Your objective: The required answer is every line of the data containing the word "ふれあい通り".

++++++++++++++++++++

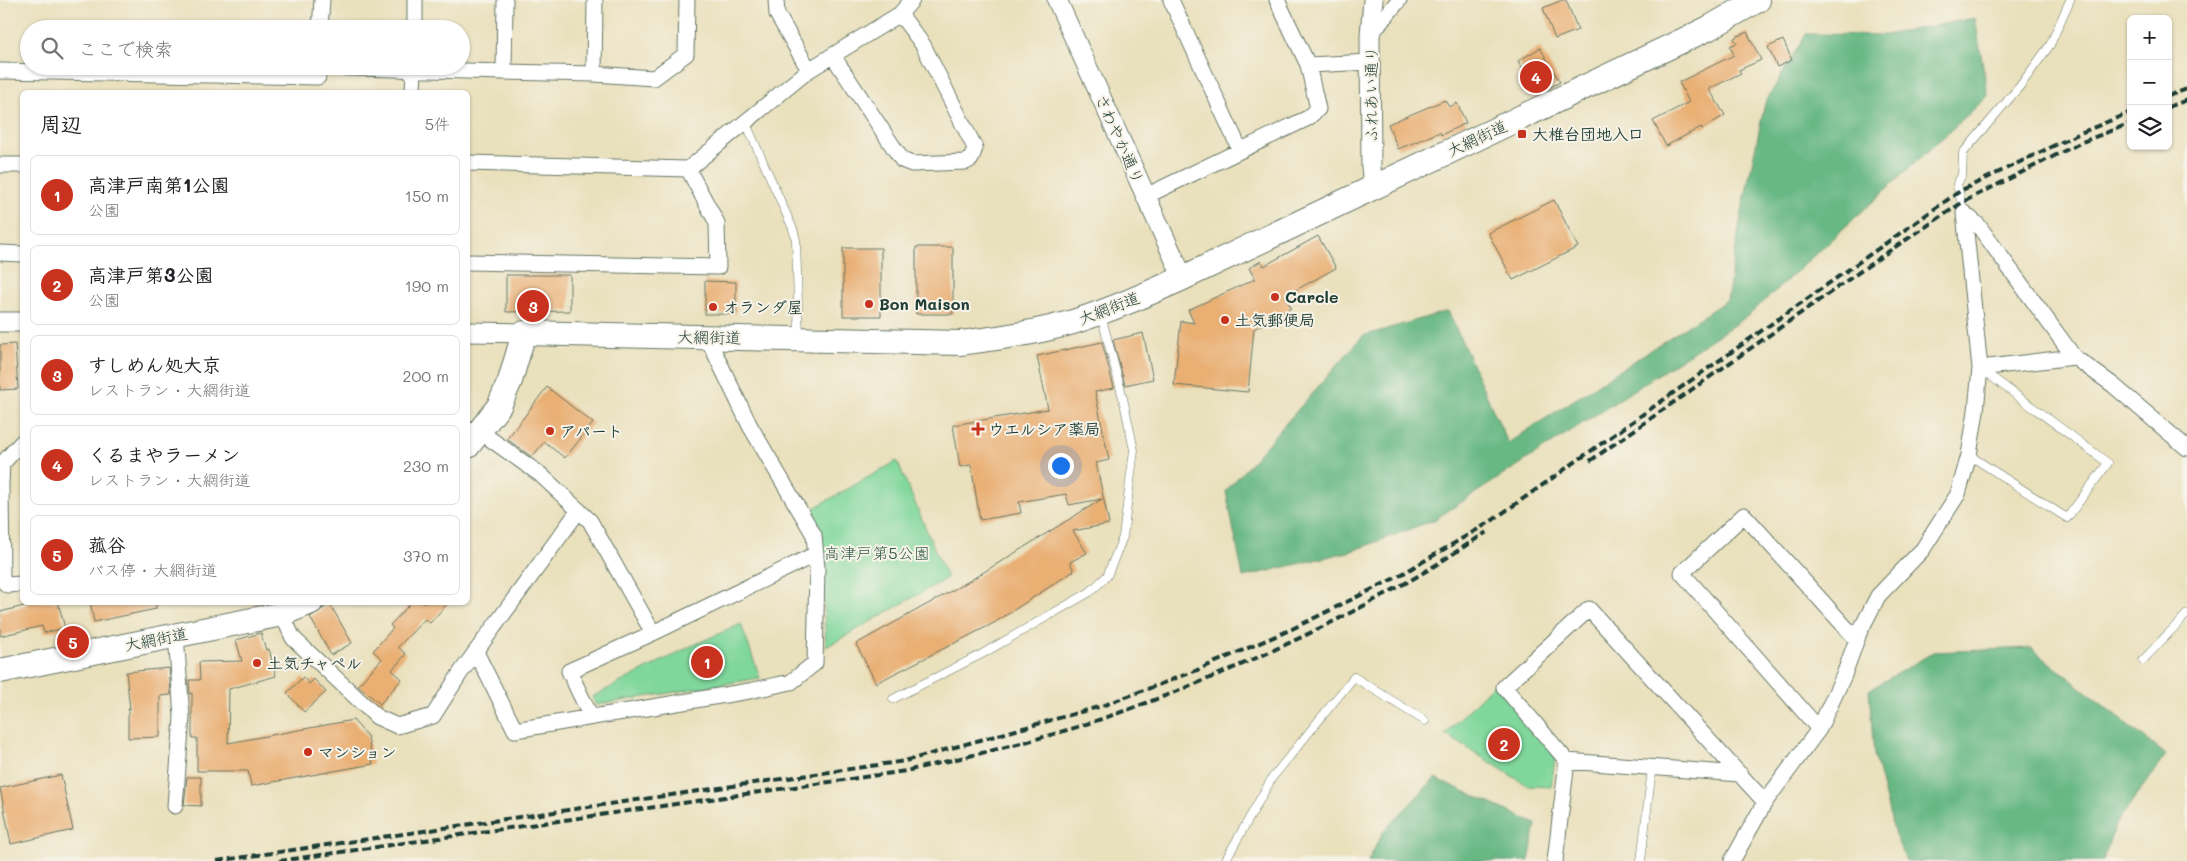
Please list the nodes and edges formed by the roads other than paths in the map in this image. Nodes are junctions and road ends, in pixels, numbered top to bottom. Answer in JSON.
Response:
{"nodes":[{"id":1,"x":322,"y":0,"type":"edge"},
{"id":2,"x":415,"y":0,"type":"edge"},
{"id":3,"x":505,"y":0,"type":"edge"},
{"id":4,"x":595,"y":0,"type":"edge"},
{"id":5,"x":688,"y":0,"type":"edge"},
{"id":6,"x":776,"y":0,"type":"edge"},
{"id":7,"x":912,"y":0,"type":"edge"},
{"id":8,"x":1057,"y":0,"type":"edge"},
{"id":9,"x":1171,"y":0,"type":"edge"},
{"id":10,"x":1277,"y":0,"type":"edge"},
{"id":11,"x":1373,"y":0,"type":"edge"},
{"id":12,"x":1399,"y":0,"type":"edge"},
{"id":13,"x":1758,"y":0,"type":"edge"},
{"id":14,"x":2070,"y":0,"type":"edge"},
{"id":15,"x":900,"y":14,"type":"junction"},
{"id":16,"x":321,"y":20,"type":"edge"},
{"id":17,"x":414,"y":20,"type":"edge"},
{"id":18,"x":1370,"y":35,"type":"junction"},
{"id":19,"x":833,"y":56,"type":"junction"},
{"id":20,"x":1371,"y":62,"type":"junction"},
{"id":21,"x":1308,"y":65,"type":"junction"},
{"id":22,"x":470,"y":70,"type":"edge"},
{"id":23,"x":809,"y":70,"type":"junction"},
{"id":24,"x":0,"y":71,"type":"edge"},
{"id":25,"x":20,"y":71,"type":"edge"},
{"id":26,"x":504,"y":72,"type":"junction"},
{"id":27,"x":594,"y":74,"type":"junction"},
{"id":28,"x":318,"y":75,"type":"edge"},
{"id":29,"x":414,"y":75,"type":"edge"},
{"id":30,"x":318,"y":90,"type":"edge"},
{"id":31,"x":413,"y":90,"type":"edge"},
{"id":32,"x":745,"y":120,"type":"junction"},
{"id":33,"x":1240,"y":150,"type":"junction"},
{"id":34,"x":470,"y":162,"type":"edge"},
{"id":35,"x":0,"y":165,"type":"edge"},
{"id":36,"x":20,"y":165,"type":"edge"},
{"id":37,"x":688,"y":169,"type":"junction"},
{"id":38,"x":1373,"y":187,"type":"junction"},
{"id":39,"x":1146,"y":196,"type":"junction"},
{"id":40,"x":1964,"y":213,"type":"junction"},
{"id":41,"x":0,"y":253,"type":"edge"},
{"id":42,"x":20,"y":254,"type":"edge"},
{"id":43,"x":470,"y":262,"type":"edge"},
{"id":44,"x":1183,"y":278,"type":"junction"},
{"id":45,"x":1100,"y":313,"type":"junction"},
{"id":46,"x":0,"y":322,"type":"edge"},
{"id":47,"x":20,"y":322,"type":"edge"},
{"id":48,"x":470,"y":332,"type":"edge"},
{"id":49,"x":524,"y":333,"type":"junction"},
{"id":50,"x":707,"y":337,"type":"junction"},
{"id":51,"x":800,"y":340,"type":"junction"},
{"id":52,"x":2074,"y":357,"type":"junction"},
{"id":53,"x":1980,"y":368,"type":"junction"},
{"id":54,"x":473,"y":438,"type":"edge"},
{"id":55,"x":20,"y":444,"type":"edge"},
{"id":56,"x":2187,"y":448,"type":"edge"},
{"id":57,"x":1969,"y":455,"type":"junction"},
{"id":58,"x":579,"y":510,"type":"junction"},
{"id":59,"x":816,"y":554,"type":"junction"},
{"id":60,"x":20,"y":584,"type":"edge"},
{"id":61,"x":304,"y":605,"type":"edge"},
{"id":62,"x":282,"y":614,"type":"junction"},
{"id":63,"x":2187,"y":614,"type":"edge"},
{"id":64,"x":654,"y":633,"type":"junction"},
{"id":65,"x":176,"y":635,"type":"junction"},
{"id":66,"x":1857,"y":640,"type":"junction"},
{"id":67,"x":476,"y":652,"type":"junction"},
{"id":68,"x":2143,"y":660,"type":"dead end"},
{"id":69,"x":0,"y":671,"type":"edge"},
{"id":70,"x":893,"y":699,"type":"dead end"},
{"id":71,"x":591,"y":717,"type":"junction"},
{"id":72,"x":1425,"y":722,"type":"dead end"},
{"id":73,"x":1819,"y":729,"type":"junction"},
{"id":74,"x":1568,"y":761,"type":"junction"},
{"id":75,"x":1652,"y":768,"type":"junction"},
{"id":76,"x":1740,"y":774,"type":"junction"},
{"id":77,"x":1765,"y":802,"type":"junction"},
{"id":78,"x":175,"y":806,"type":"dead end"},
{"id":79,"x":1226,"y":861,"type":"edge"},
{"id":80,"x":1555,"y":861,"type":"edge"},
{"id":81,"x":1641,"y":861,"type":"edge"},
{"id":82,"x":1732,"y":861,"type":"edge"}],
"edges":[{"from":1,"to":16,"type":"street"},
{"from":2,"to":17,"type":"street"},
{"from":3,"to":26,"type":"street"},
{"from":4,"to":27,"type":"street"},
{"from":5,"to":27,"type":"street"},
{"from":6,"to":23,"type":"street"},
{"from":7,"to":15,"type":"street"},
{"from":8,"to":39,"type":"street","name":"さわやか通り"},
{"from":9,"to":33,"type":"street"},
{"from":10,"to":21,"type":"street"},
{"from":11,"to":18,"type":"street","name":"ふれあい通り"},
{"from":12,"to":18,"type":"street"},
{"from":13,"to":38,"type":"main road","name":"大網街道"},
{"from":14,"to":40,"type":"lane"},
{"from":15,"to":19,"type":"street"},
{"from":15,"to":19,"type":"street"},
{"from":18,"to":20,"type":"street","name":"ふれあい通り"},
{"from":19,"to":23,"type":"street"},
{"from":20,"to":21,"type":"street"},
{"from":20,"to":38,"type":"street","name":"ふれあい通り"},
{"from":21,"to":33,"type":"street"},
{"from":22,"to":26,"type":"street"},
{"from":23,"to":32,"type":"street"},
{"from":24,"to":25,"type":"street"},
{"from":26,"to":27,"type":"street"},
{"from":28,"to":30,"type":"street"},
{"from":29,"to":31,"type":"street"},
{"from":32,"to":37,"type":"street"},
{"from":32,"to":51,"type":"lane"},
{"from":33,"to":39,"type":"street"},
{"from":34,"to":37,"type":"street"},
{"from":35,"to":36,"type":"street"},
{"from":37,"to":43,"type":"street"},
{"from":38,"to":44,"type":"main road","name":"大網街道"},
{"from":39,"to":44,"type":"street","name":"さわやか通り"},
{"from":40,"to":52,"type":"street"},
{"from":40,"to":53,"type":"street"},
{"from":41,"to":42,"type":"street"},
{"from":44,"to":45,"type":"main road","name":"大網街道"},
{"from":45,"to":51,"type":"main road","name":"大網街道"},
{"from":45,"to":70,"type":"lane"},
{"from":46,"to":47,"type":"street"},
{"from":48,"to":49,"type":"street"},
{"from":49,"to":50,"type":"main road","name":"大網街道"},
{"from":49,"to":54,"type":"main road"},
{"from":50,"to":51,"type":"main road","name":"大網街道"},
{"from":50,"to":59,"type":"street"},
{"from":52,"to":53,"type":"street"},
{"from":52,"to":56,"type":"street"},
{"from":53,"to":57,"type":"street"},
{"from":53,"to":57,"type":"lane"},
{"from":54,"to":58,"type":"street"},
{"from":55,"to":60,"type":"street"},
{"from":57,"to":66,"type":"street"},
{"from":58,"to":64,"type":"street"},
{"from":58,"to":67,"type":"street"},
{"from":59,"to":64,"type":"street"},
{"from":59,"to":71,"type":"street"},
{"from":61,"to":62,"type":"main road","name":"大網街道"},
{"from":62,"to":65,"type":"main road","name":"大網街道"},
{"from":62,"to":67,"type":"street"},
{"from":63,"to":68,"type":"lane"},
{"from":64,"to":71,"type":"street"},
{"from":65,"to":69,"type":"main road","name":"大網街道"},
{"from":65,"to":78,"type":"street"},
{"from":66,"to":73,"type":"street"},
{"from":66,"to":73,"type":"street"},
{"from":67,"to":71,"type":"street"},
{"from":72,"to":79,"type":"lane"},
{"from":73,"to":77,"type":"street"},
{"from":74,"to":75,"type":"street"},
{"from":74,"to":76,"type":"street"},
{"from":74,"to":80,"type":"street"},
{"from":75,"to":76,"type":"street"},
{"from":75,"to":81,"type":"lane"},
{"from":76,"to":77,"type":"street"},
{"from":77,"to":82,"type":"street"}]}
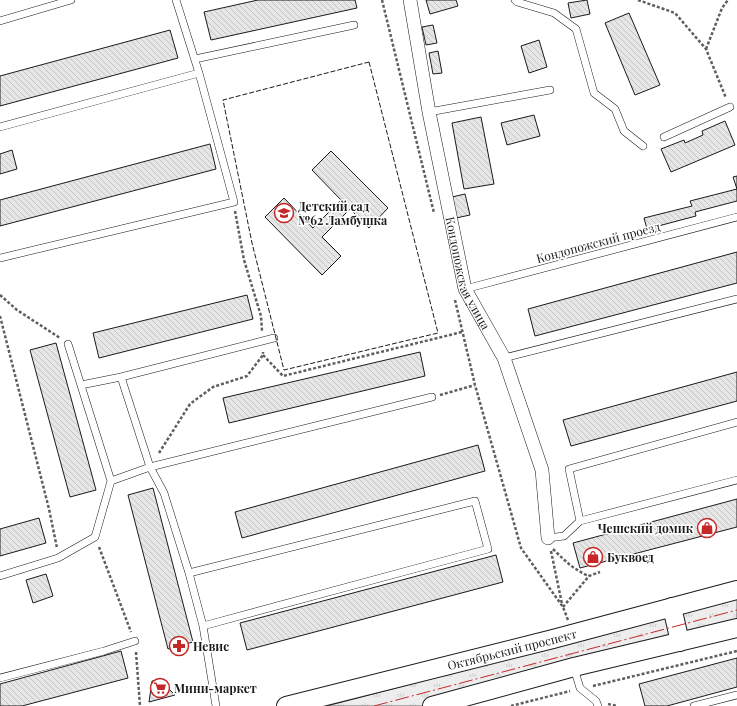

++++++++++++++++++++

Task output:
{"from":11,"to":18,"type":"street","name":"ふれあい通り"},
{"from":18,"to":20,"type":"street","name":"ふれあい通り"},
{"from":20,"to":38,"type":"street","name":"ふれあい通り"},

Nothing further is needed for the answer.